Australian environment minister Greg Hunt ran the gauntlet of committing a significant faux pas on Tuesday, forcing the Australian delegation into damage control for fear of derailing the critical Paris climate talks.
Hunt strayed from strict diplomatic discipline at a news conference in the afternoon – on the otherwise benign topic of a new document outlining Australia’s national climate resilience and adaptation strategy, and Australia’s contribution to “blue carbon”.
But the big problem came when Hunt was asked about progress of negotiations and the development of a new text that will form the basis of a Paris agreement in more than a week’s time.
This is a highly sensitive issue. The G77 in particularly, is paranoid about the prospect of a text being held in reserve by the French hosts, as it was to disastrous effect by the Danes in Copenhagen, and in negotiations in Bonn just a few weeks ago.
France has insisted that there is “no plan B”, i.e. no hidden text, and said it would work with whatever it receives from the co-chairs of the main negotiation stream this weekend. This language has been scrupulously observed by the Australian delegation.

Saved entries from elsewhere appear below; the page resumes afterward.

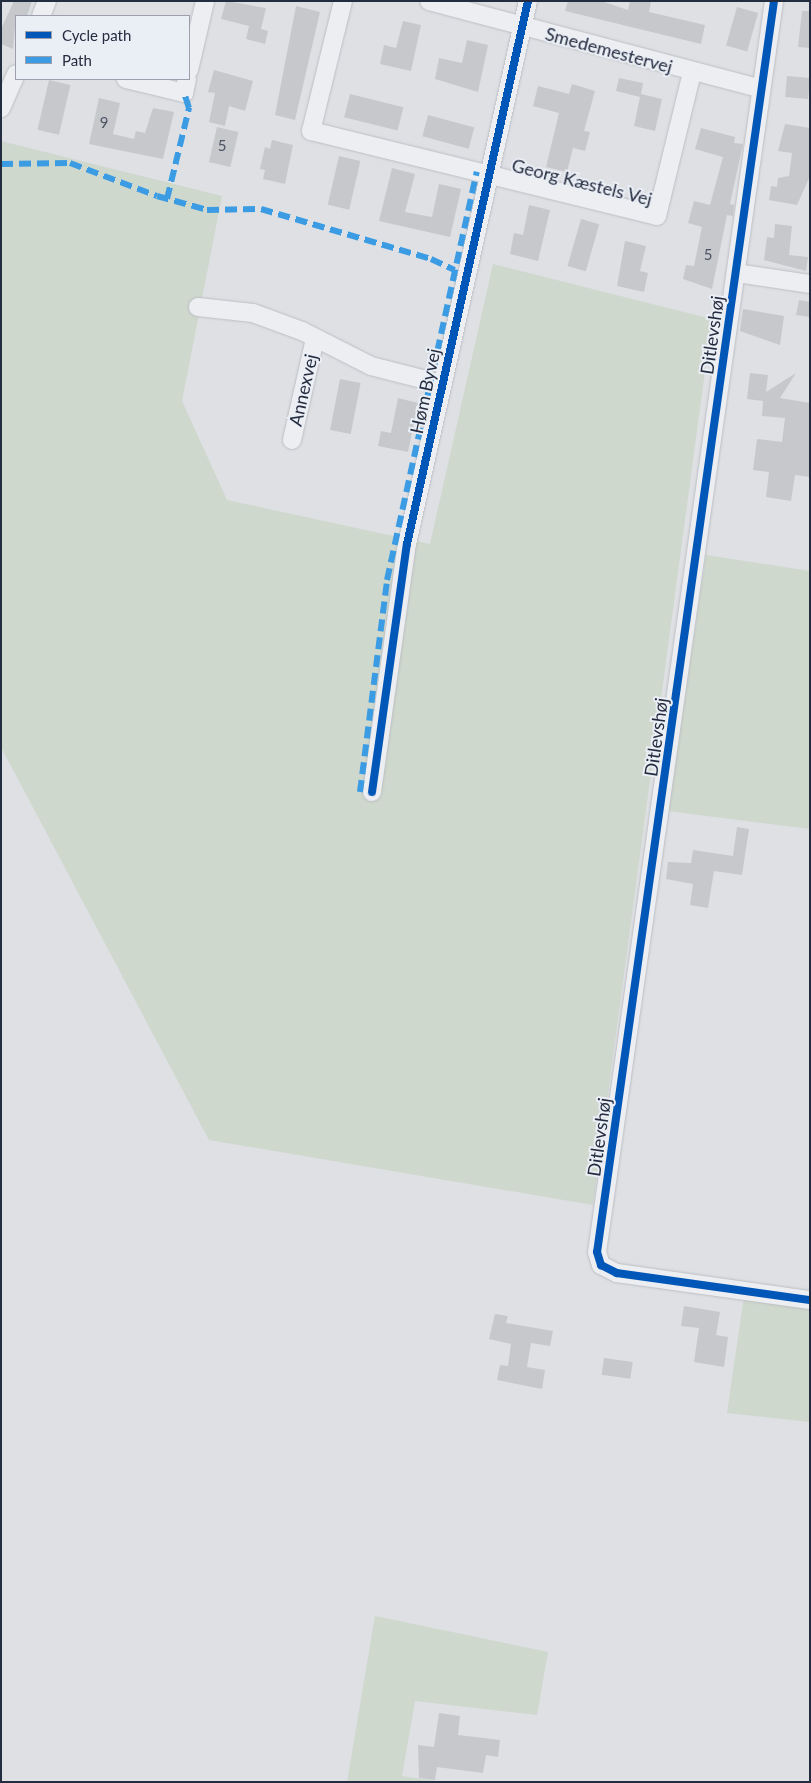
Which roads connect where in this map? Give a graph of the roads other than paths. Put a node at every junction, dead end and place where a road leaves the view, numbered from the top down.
1 (47, 1) edge
2 (205, 1) edge
3 (343, 1) edge
4 (429, 1) edge
5 (528, 1) edge
6 (774, 1) edge
7 (41, 15) edge
8 (522, 26) junction
9 (190, 66) edge
10 (692, 72) junction
11 (15, 76) edge
12 (130, 80) edge
13 (187, 80) edge
14 (761, 89) junction
15 (1, 108) edge
16 (489, 174) junction
17 (736, 273) junction
18 (810, 284) edge
19 (198, 307) dead end
20 (315, 339) junction
21 (442, 384) junction
22 (292, 440) dead end
23 (372, 792) dead end
24 (810, 1300) edge

1 - 7 street
2 - 9 street
3 - 16 street, Georg Kæstels Vej
4 - 8 street, Smedemestervej
5 - 8 street, Høm Byvej
6 - 14 street, Ditlevshøj
8 - 10 street, Smedemestervej
8 - 16 street, Høm Byvej
10 - 14 street, Smedemestervej
10 - 16 street, Georg Kæstels Vej
11 - 15 street
12 - 13 street
14 - 17 street, Ditlevshøj
16 - 21 street, Høm Byvej
17 - 18 street, Ditlevshøj
17 - 24 street, Ditlevshøj
19 - 20 street, Annexvej
20 - 21 street, Annexvej
20 - 22 street, Annexvej
21 - 23 street, Høm Byvej

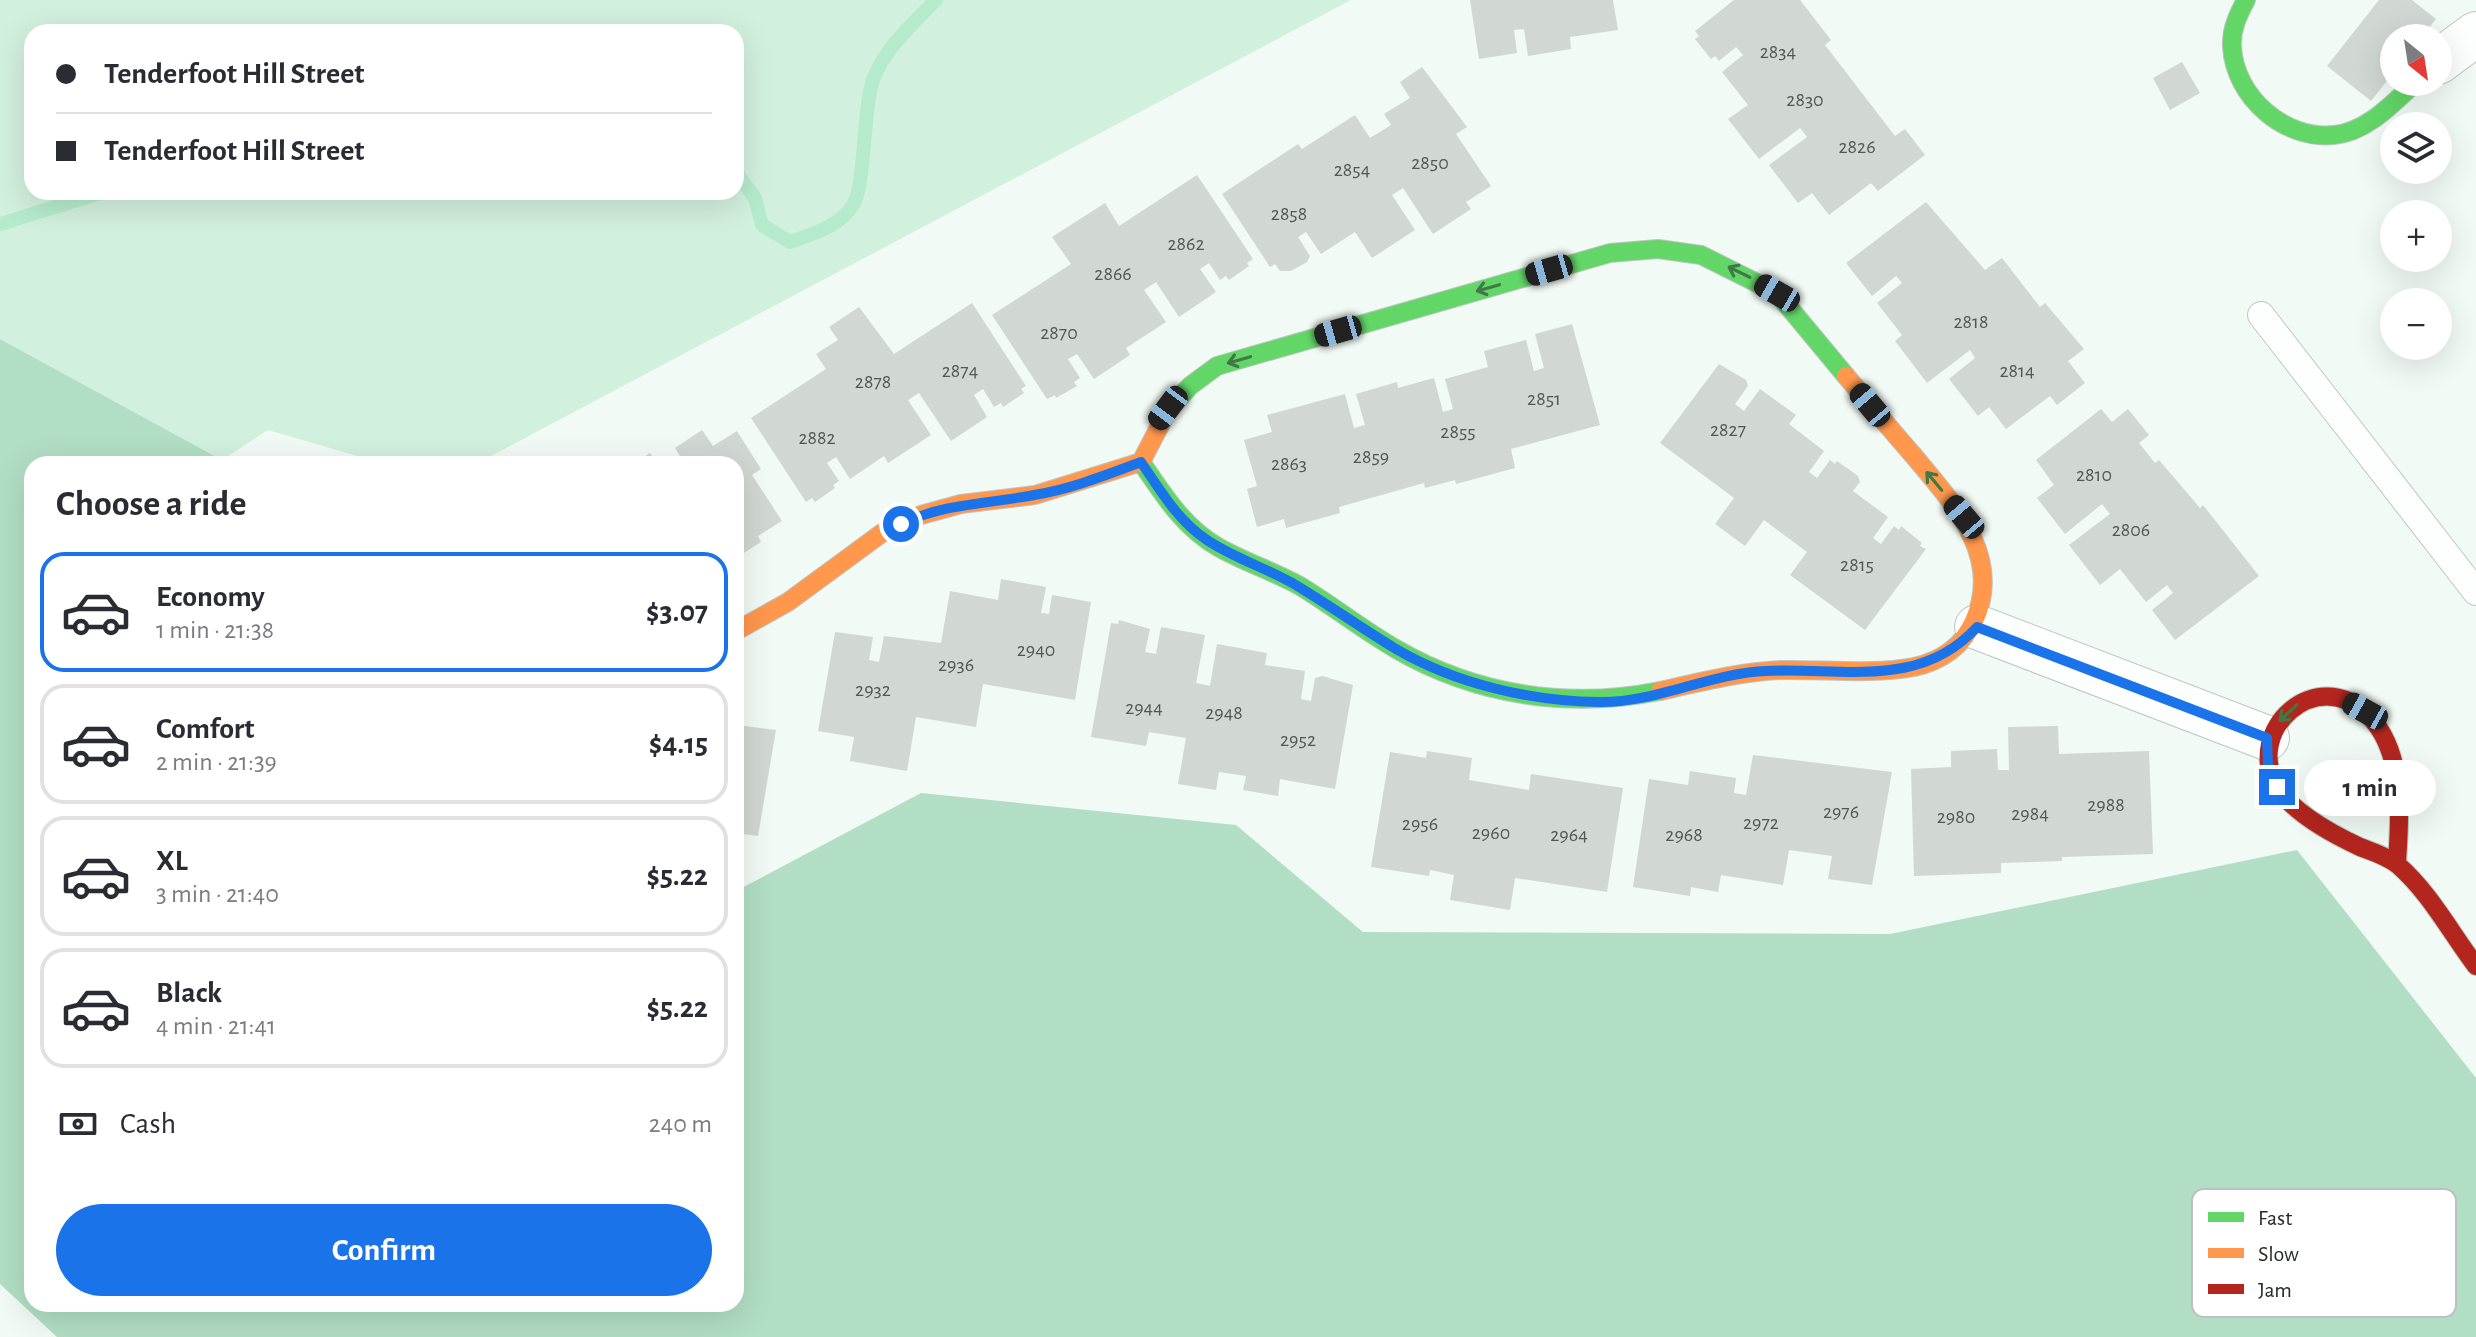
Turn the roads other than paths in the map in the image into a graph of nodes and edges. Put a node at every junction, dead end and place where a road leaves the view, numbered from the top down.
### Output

Until this afternoon, when Hunt invited speculation of the hidden text by saying that the French were already consulting with other parties with the view of forming a text over the weekend. He described the work of the negotiating stream as a sort of “options paper”.
Nothing would be more sure of inflating the emotions of the G77 and deepening the divide between the developed and developing world. RenewEconomy and The Guardian sought confirmation from the French negotiating team, who again flatly denied the existence of a different text.
The Australian team was then into damage control, sparking a flurry of calls that basically conceded that Hunt had misspoken , and had intended only to convey that the text would ‘evolve” from that presented by the co-chairs and text is more an options paper than a text.
Hunt had earlier insisted that Australia was working a s a broker between two parties over the inclusion of a reference to a 1.5C target – demanded by more than 100 countries but resisted by large developed and developing economies – and the definition of what decarbonisation or carbon neutrality might mean and when.
That may well be the role that Australia would like to be seen playing. But Hunt’s carelessness, or as the French might politely say, a mal entendu, risked great harm in talks that are already on a knife-edge and racing into a tight deadline. He should have known better.
Is Australia ready for climate refugees?
A new study suggests that migration is already occurring in Pacific islands such as Tuvalu and Kiribati, with up to one quarter saying climate change was a factor.
It also found that more than 70 per cent of households in Kiribati and Tuvalu and 35% in Nauru felt that migration would be a likely response if droughts, seal level rise or floods worsened. But only a quarter of households in these countries, believe they have the financial means to migrate. That means the potential for refugees.
When asked about this, Hunt said: “That is something we will deal with as and when it arises. We will seek to avoid that problem for sake of environment and the sake of humanity. I don’t want to pre-empt or set out a position.”
The $1.2 trillion investment switch in the lead up to Paris
It seems that global investment funds have got the message about the importance of the Paris climate talks, and the inevitability of a big switch from fossil fuel investment to clean technologies that can usher in a decarbonised world.
In the 10 weeks before the Paris climate talks began on Monday, some 100 institutions representing $US800 million ($A1.1 trillion) made a commitment to divest from fossil fuels. Not all of those funds, mind you, but a portion. But that is a significant start.
According to two organisation co-ordinating the campaign, 350.org and Divest-Invest, this takes the total in the last 12 months to $US3.4 trillion ($A4.7 trillion) – representing an extraordinary shift in investment funds from old and polluting businesses to new, clean technologies.
And these businesses are not just doing this as a simply moral decision. As the Bank of England governor Mark Carney said earlier this year, there is a real risk of trillions of dollars of investments becoming stranded assets as climate change issues and the plunging cost of renewable energy technologies turn conventional business model upside down. (See Jon Walter’s story for more details here).
Shell’s sexist ad compares solar and wind to lonely women
This ad below has to be seen to be believed. Posted just over a month ago on Shell’s “make the future” marketing page, this 90 second video compares wind and solar to a lonely women, unable to cope when the wind dies and the sun sets.
What women really need, the ad says, is a man – reliable, predictable and long lasting. Shell calls the man “natural gas” and dubs the video “a beautiful relationship”. The film is in French, with English sub-titles, presumably to highlight the romance of it all, and in anticipation of the Paris climate talks.
It is quite breath-taking – not just the sexism, but the gratuitous comparisons. One, that a woman cannot function without a man, and that wind and solar need natural gas. I showed it to a few people who couldn’t quite believe their eyes.